Questa Corte ha chiarito che la disciplina diretta al superamento della frammentazione verticale della gestione delle risorse idriche, con l’assegnazione a un’unica Autorità preposta all’ambito delle funzioni di organizzazione, affidamento e controllo della gestione del servizio idrico integrato, è ascrivibile alla competenza legislativa esclusiva dello Stato in materia di tutela della concorrenza, essendo essa diretta ad assicurare la concorrenzialità nel conferimento della gestione e nella disciplina dei requisiti soggettivi del gestore, allo scopo di assicurare l’efficienza, l’efficacia e l’economicità del servizio (sentenze n. 325 del 2010 e n. 246 del 2009). Al contempo, la stessa disciplina ricade nella sfera di competenza esclusiva statale in materia di tutela dell’ambiente in quanto «l’allocazione all’Autorità d’ambito territoriale ottimale delle competenze sulla gestione serve a razionalizzare l’uso delle risorse idriche e le interazioni e gli equilibri fra le diverse componenti della “biosfera” intesa “come ‘sistema’ [...] nel suo aspetto dinamico” (sentenze n. 168 del 2008, n. 378 e n. 144 del 2007)» (sentenza n. 246 del 2009).

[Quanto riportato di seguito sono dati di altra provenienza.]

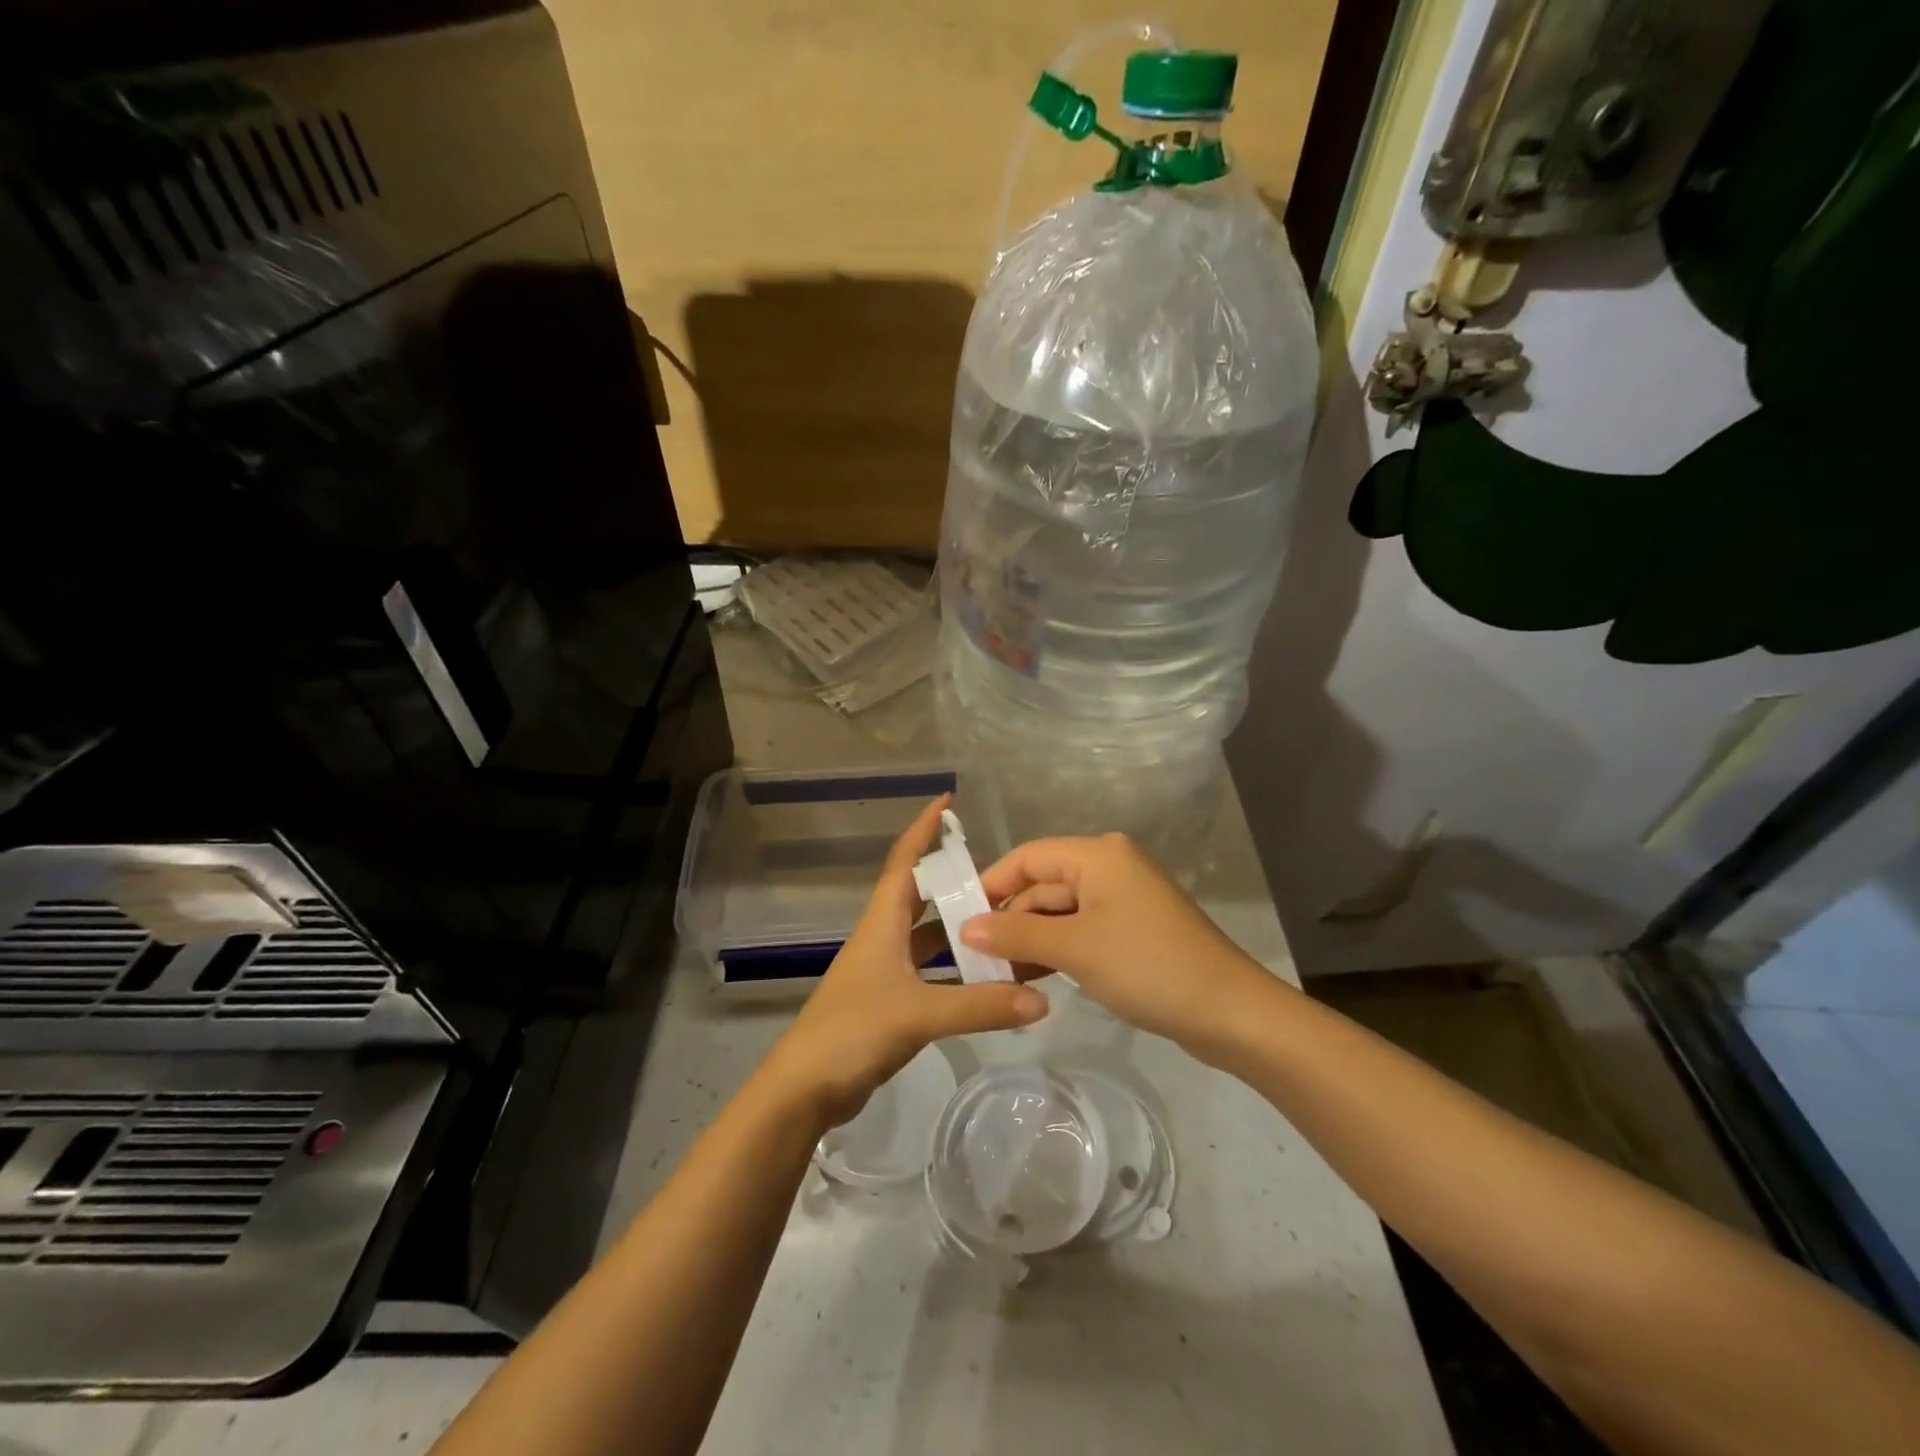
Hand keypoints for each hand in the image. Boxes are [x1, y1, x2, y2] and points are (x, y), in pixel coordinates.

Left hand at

5.2.- Ai sensi dell’art. 27 della legge 11 marzo 1953, n. 87 (Norme sulla costituzione e sul funzionamento della Corte costituzionale), la dichiarazione di illegittimità costituzionale va estesa, in via consequenziale, all’art. 5, comma 6, della legge regionale impugnata, secondo cui «[n]elle more dell’espletamento delle procedure di cui all’articolo 4, i comuni afferenti ai disciolti Ambiti territoriali ottimali presso i quali non si sia determinata effettivamente l’implementazione sull’intero territorio di pertinenza della gestione unica di cui all’art. 147, comma 2, lett. b), del decreto legislativo n. 152/2006 e successive modifiche e integrazioni, con deliberazione motivata da assumere entro 90 giorni dalla data di entrata in vigore della presente legge, possono adottare le forme gestionali del comma 7 dell’articolo 4». L’annullamento di quest’ultima disposizione rende infatti inapplicabile il citato art. 5, comma 6.

6.- Viene impugnato, altresì, l’art. 4, comma 8, che recita: «I comuni montani con popolazione inferiore a 1.000 abitanti nonché i comuni delle isole minori ed i comuni di cui al comma 6 dell’articolo 1 della legge regionale 9 gennaio 2013, n. 2 possono gestire in forma singola e diretta il servizio idrico integrato nei casi in cui la gestione associata del servizio risulti antieconomica». Secondo il Governo la norma violerebbe: l’art. 117, secondo comma, lettera e), Cost., in riferimento agli artt. 147, comma 2-bis, e 149-bis del d.lgs. n. 152 del 2006, in quanto contempla un’eccezione non consentita al principio di unicità della gestione nell’ambito ottimale; l’art. 14, primo comma, dello statuto della Regione siciliana; gli artt. 11 e 117, primo comma, Cost., in riferimento agli artt. 14 e 106 del TFUE. Il Governo chiede inoltre che in via consequenziale sia dichiarata l’illegittimità costituzionale anche dell’art. 9, comma l, secondo cui «[l]’Assessorato regionale dell’energia e dei servizi di pubblica utilità destina i finanziamenti previsti per l’adeguamento degli impianti di depurazione e delle reti idriche anche ai comuni degli ambiti privi del soggetto gestore ed ai comuni di cui all’articolo 1, comma 6, della legge regionale 9 gennaio 2013, n. 2».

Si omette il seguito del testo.